Why did Congress take this step? Bankruptcy filings have climbed steadily in this country. Between 1994 and 2004, filings increased, topping out at 1.6 million in 2004. As a result, the US House of Representative Judiciary Committee felt that debt relief was too easily acquired and too sweeping. They felt that bankruptcy was overused and had become a remedy for excessive spending and did nothing to prevent filers from making the same mistakes again. Florrisant bankruptcy lawyers have information available to you on how to move forward after the bankruptcy.
Creditors interviewed before the committee expressed the opinion that losses suffered by businesses as a result of personal bankruptcy were significant and detrimental to the nation’s economy. In 1997 alone, more than 44 billion dollars in debt was discharged in bankruptcy filings. That calculates out to $110 million dollars a day and $400 dollars a day per US household.
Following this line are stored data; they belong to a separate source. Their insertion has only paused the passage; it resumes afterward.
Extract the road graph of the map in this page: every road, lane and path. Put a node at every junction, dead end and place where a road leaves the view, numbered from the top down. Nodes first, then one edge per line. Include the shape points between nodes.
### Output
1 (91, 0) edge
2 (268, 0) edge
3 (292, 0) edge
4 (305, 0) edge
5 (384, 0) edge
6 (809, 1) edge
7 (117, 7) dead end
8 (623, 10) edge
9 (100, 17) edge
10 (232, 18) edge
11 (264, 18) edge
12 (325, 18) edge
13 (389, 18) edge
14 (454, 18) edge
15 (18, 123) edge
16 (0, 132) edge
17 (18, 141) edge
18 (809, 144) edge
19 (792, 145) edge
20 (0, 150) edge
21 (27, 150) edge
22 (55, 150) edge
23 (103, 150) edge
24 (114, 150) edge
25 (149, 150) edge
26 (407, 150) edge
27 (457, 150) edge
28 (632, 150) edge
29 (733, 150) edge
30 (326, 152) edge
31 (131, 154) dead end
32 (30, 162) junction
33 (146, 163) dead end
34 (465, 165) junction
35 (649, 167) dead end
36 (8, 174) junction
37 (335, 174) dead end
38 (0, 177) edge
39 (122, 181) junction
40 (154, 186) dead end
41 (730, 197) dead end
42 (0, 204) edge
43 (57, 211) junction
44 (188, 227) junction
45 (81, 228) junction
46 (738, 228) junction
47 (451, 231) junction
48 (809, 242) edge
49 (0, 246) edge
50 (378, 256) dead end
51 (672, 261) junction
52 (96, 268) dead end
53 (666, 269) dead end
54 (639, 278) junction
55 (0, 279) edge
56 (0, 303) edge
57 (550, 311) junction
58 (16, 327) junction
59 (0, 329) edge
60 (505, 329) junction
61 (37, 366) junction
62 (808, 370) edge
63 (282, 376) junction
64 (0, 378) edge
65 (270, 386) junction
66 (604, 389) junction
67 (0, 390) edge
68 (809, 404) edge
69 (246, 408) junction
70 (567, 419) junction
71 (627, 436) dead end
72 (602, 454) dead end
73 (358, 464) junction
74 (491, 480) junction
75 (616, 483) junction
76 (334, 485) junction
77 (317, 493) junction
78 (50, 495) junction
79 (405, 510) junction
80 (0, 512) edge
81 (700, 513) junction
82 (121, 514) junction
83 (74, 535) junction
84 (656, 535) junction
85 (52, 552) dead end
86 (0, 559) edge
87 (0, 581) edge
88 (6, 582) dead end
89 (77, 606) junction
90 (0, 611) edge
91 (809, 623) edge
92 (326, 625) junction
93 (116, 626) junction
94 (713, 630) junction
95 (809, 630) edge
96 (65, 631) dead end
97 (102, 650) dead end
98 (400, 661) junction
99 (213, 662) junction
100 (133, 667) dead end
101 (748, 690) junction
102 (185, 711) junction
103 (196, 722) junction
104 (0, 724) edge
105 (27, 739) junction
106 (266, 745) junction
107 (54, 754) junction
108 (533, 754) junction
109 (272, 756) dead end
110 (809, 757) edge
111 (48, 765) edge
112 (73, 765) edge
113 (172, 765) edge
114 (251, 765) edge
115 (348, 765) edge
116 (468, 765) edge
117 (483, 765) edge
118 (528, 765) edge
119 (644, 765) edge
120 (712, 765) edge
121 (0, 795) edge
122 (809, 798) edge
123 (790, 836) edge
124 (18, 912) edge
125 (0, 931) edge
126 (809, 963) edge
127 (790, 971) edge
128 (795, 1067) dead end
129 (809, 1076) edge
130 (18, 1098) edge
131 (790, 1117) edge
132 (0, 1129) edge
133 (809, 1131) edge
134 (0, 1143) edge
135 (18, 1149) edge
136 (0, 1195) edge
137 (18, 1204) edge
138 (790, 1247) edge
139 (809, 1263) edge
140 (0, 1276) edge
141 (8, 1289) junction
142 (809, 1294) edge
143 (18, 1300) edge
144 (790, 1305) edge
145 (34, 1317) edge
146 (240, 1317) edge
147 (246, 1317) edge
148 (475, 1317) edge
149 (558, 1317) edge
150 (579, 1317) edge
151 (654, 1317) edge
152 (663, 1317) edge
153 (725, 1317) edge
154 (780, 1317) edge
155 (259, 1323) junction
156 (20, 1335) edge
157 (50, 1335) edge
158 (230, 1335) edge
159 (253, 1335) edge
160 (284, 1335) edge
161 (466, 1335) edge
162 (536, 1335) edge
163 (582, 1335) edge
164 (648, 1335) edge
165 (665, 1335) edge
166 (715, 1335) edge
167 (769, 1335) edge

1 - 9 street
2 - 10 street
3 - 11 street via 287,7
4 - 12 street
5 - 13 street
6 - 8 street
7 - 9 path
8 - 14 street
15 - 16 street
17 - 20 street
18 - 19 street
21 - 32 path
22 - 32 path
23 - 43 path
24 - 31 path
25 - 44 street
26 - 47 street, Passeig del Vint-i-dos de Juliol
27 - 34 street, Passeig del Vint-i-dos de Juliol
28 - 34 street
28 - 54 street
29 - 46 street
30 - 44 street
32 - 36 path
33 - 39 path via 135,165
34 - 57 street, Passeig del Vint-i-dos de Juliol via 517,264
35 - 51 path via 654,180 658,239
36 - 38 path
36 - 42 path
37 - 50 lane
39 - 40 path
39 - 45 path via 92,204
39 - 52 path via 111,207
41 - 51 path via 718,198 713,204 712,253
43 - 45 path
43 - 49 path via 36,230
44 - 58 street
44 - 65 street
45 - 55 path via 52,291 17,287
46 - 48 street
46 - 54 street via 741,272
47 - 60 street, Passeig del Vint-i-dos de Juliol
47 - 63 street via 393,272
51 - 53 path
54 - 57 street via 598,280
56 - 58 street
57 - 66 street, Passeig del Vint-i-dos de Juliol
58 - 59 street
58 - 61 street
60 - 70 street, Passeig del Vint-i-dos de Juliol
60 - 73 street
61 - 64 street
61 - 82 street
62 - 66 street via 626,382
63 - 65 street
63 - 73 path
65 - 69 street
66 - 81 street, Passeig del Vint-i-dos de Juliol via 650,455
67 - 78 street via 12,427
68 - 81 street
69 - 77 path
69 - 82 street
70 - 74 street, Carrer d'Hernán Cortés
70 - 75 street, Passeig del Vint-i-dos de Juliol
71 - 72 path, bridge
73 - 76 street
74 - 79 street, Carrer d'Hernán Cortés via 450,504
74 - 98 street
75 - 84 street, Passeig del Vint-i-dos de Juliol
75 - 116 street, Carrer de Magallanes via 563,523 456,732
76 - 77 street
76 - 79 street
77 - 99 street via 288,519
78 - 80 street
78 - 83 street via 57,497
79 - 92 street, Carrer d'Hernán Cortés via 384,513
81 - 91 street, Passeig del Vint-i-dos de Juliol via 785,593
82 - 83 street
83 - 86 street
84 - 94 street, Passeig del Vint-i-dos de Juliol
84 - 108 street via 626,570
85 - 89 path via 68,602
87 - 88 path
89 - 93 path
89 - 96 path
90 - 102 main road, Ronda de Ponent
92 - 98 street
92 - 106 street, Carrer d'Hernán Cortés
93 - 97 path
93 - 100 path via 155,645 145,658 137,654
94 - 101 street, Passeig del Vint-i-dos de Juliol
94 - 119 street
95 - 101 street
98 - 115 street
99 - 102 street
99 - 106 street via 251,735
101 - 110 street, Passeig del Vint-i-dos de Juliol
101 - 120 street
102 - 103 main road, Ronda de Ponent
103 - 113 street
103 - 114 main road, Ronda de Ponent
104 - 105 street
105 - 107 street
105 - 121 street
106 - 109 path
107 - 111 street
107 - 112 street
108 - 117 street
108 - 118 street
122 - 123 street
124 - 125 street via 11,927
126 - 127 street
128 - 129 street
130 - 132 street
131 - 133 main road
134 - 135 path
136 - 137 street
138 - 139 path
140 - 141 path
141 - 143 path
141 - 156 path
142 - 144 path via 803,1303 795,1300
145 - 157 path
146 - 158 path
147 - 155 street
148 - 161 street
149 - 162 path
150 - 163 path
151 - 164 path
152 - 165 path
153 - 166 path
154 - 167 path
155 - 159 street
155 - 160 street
Creditors testified that these losses were eventually passed along to other more responsible consumers in the form of higher interest rates, higher down payments and generally higher prices for goods.
The Judiciary Committee also felt that there were loopholes in the bankruptcy laws which petitioners and lawyers had abused. These include excessive filings and even incentives to file bankruptcy. In 2002, the United State Trustee Program, a division of the Justice Department that oversees the bankruptcy process, began a civil enforcement initiative whereby it identified abuses in the organization. This program uncovered an alarming number of abuses by debtors, attorneys and others including incorrectly filing documents and discharges of debt that should have been challenged.
Congress also determined that some filers of Chapter 7, or absolute bankruptcy where nearly all debt is discharged, should have filed Chapter 13, or an organized repayment plan wherein some or all debt is eventually repaid. Until the passage of the new reforms, there weren’t any laws in effect to require debtors who were able to repay debt to do so. Bankruptcy lawyers in Florrisant can help you take the new “means test” to determine if you are eligible for Chapter 13 or Chapter 7 bankruptcy.
There were opponents to the new plan who testified that bankruptcy was neither overused nor widespread, as the committee thought. They believed that bankruptcy filings were mostly limited to circumstances beyond the debtor’s control such as layoffs, medical bills or the death of a spouse. Despite this resistance, Congress proceeded with the sweeping reforms.